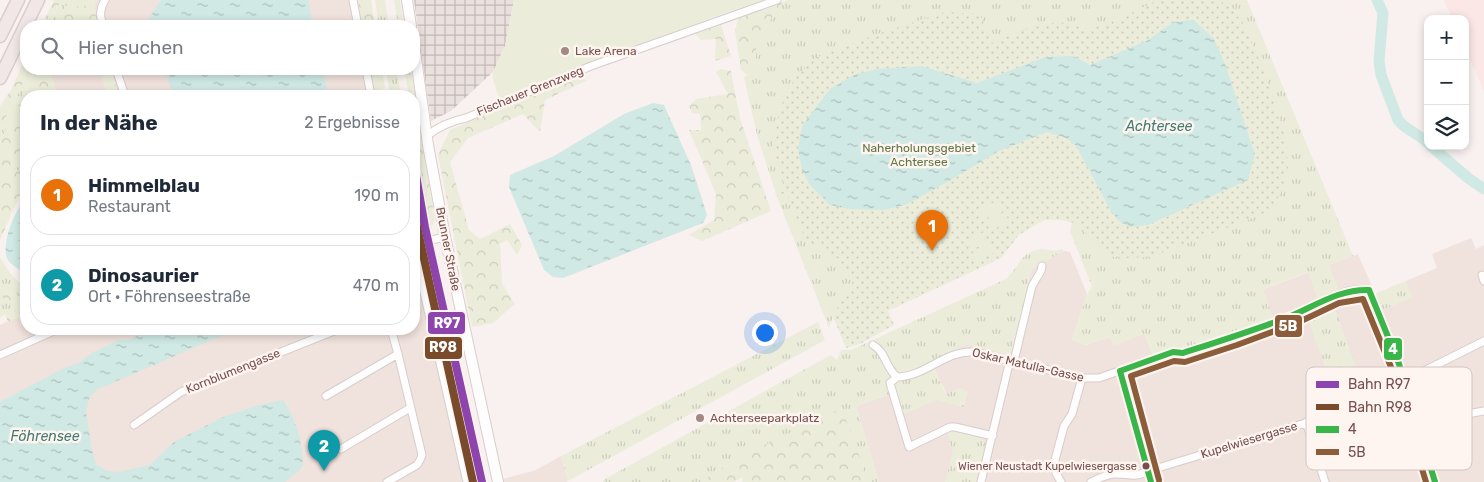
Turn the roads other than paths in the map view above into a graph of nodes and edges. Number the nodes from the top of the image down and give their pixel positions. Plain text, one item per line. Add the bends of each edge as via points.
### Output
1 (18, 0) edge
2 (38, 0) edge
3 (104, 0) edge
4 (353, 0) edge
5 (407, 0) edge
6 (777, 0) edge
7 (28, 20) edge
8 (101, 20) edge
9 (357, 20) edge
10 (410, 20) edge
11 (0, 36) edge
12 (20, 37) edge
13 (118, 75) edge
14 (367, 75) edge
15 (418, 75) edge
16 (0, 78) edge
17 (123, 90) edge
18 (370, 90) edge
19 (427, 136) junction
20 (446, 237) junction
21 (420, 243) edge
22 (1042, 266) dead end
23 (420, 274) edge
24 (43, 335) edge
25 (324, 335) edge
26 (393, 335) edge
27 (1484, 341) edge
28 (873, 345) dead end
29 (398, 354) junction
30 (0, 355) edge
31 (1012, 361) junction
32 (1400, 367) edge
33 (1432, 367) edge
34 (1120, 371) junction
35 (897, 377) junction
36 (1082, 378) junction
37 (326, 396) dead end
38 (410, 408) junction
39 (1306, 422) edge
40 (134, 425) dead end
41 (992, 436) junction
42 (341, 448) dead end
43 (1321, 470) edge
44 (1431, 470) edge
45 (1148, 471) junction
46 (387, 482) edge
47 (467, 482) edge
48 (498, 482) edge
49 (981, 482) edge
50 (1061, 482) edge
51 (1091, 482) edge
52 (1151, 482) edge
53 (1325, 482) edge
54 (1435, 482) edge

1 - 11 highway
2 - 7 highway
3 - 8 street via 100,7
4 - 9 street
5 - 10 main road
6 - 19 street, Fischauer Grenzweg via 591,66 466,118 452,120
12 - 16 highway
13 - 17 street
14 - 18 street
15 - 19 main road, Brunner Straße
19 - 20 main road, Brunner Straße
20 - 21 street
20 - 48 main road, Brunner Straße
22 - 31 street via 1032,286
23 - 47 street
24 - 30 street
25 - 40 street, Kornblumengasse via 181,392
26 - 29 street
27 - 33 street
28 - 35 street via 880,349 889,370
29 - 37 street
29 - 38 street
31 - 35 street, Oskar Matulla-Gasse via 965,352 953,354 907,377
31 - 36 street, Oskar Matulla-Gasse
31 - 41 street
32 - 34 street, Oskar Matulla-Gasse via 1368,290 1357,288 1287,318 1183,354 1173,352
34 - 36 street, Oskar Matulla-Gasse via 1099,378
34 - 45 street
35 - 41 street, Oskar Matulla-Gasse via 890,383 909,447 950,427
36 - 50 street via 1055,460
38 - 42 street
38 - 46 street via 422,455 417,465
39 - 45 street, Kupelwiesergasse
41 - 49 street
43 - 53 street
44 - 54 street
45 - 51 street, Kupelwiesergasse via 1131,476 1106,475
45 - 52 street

━━━

WORK ORDER >> Take the listing above and restate it word for word, without its pictures.

WRITTEN SOLUTION >>
Turn the roads other than paths in the map view above into a graph of nodes and edges. Number the nodes from the top of the image down and give their pixel positions. Plain text, one item per line. Add the bends of each edge as via points.
### Output
1 (18, 0) edge
2 (38, 0) edge
3 (104, 0) edge
4 (353, 0) edge
5 (407, 0) edge
6 (777, 0) edge
7 (28, 20) edge
8 (101, 20) edge
9 (357, 20) edge
10 (410, 20) edge
11 (0, 36) edge
12 (20, 37) edge
13 (118, 75) edge
14 (367, 75) edge
15 (418, 75) edge
16 (0, 78) edge
17 (123, 90) edge
18 (370, 90) edge
19 (427, 136) junction
20 (446, 237) junction
21 (420, 243) edge
22 (1042, 266) dead end
23 (420, 274) edge
24 (43, 335) edge
25 (324, 335) edge
26 (393, 335) edge
27 (1484, 341) edge
28 (873, 345) dead end
29 (398, 354) junction
30 (0, 355) edge
31 (1012, 361) junction
32 (1400, 367) edge
33 (1432, 367) edge
34 (1120, 371) junction
35 (897, 377) junction
36 (1082, 378) junction
37 (326, 396) dead end
38 (410, 408) junction
39 (1306, 422) edge
40 (134, 425) dead end
41 (992, 436) junction
42 (341, 448) dead end
43 (1321, 470) edge
44 (1431, 470) edge
45 (1148, 471) junction
46 (387, 482) edge
47 (467, 482) edge
48 (498, 482) edge
49 (981, 482) edge
50 (1061, 482) edge
51 (1091, 482) edge
52 (1151, 482) edge
53 (1325, 482) edge
54 (1435, 482) edge

1 - 11 highway
2 - 7 highway
3 - 8 street via 100,7
4 - 9 street
5 - 10 main road
6 - 19 street, Fischauer Grenzweg via 591,66 466,118 452,120
12 - 16 highway
13 - 17 street
14 - 18 street
15 - 19 main road, Brunner Straße
19 - 20 main road, Brunner Straße
20 - 21 street
20 - 48 main road, Brunner Straße
22 - 31 street via 1032,286
23 - 47 street
24 - 30 street
25 - 40 street, Kornblumengasse via 181,392
26 - 29 street
27 - 33 street
28 - 35 street via 880,349 889,370
29 - 37 street
29 - 38 street
31 - 35 street, Oskar Matulla-Gasse via 965,352 953,354 907,377
31 - 36 street, Oskar Matulla-Gasse
31 - 41 street
32 - 34 street, Oskar Matulla-Gasse via 1368,290 1357,288 1287,318 1183,354 1173,352
34 - 36 street, Oskar Matulla-Gasse via 1099,378
34 - 45 street
35 - 41 street, Oskar Matulla-Gasse via 890,383 909,447 950,427
36 - 50 street via 1055,460
38 - 42 street
38 - 46 street via 422,455 417,465
39 - 45 street, Kupelwiesergasse
41 - 49 street
43 - 53 street
44 - 54 street
45 - 51 street, Kupelwiesergasse via 1131,476 1106,475
45 - 52 street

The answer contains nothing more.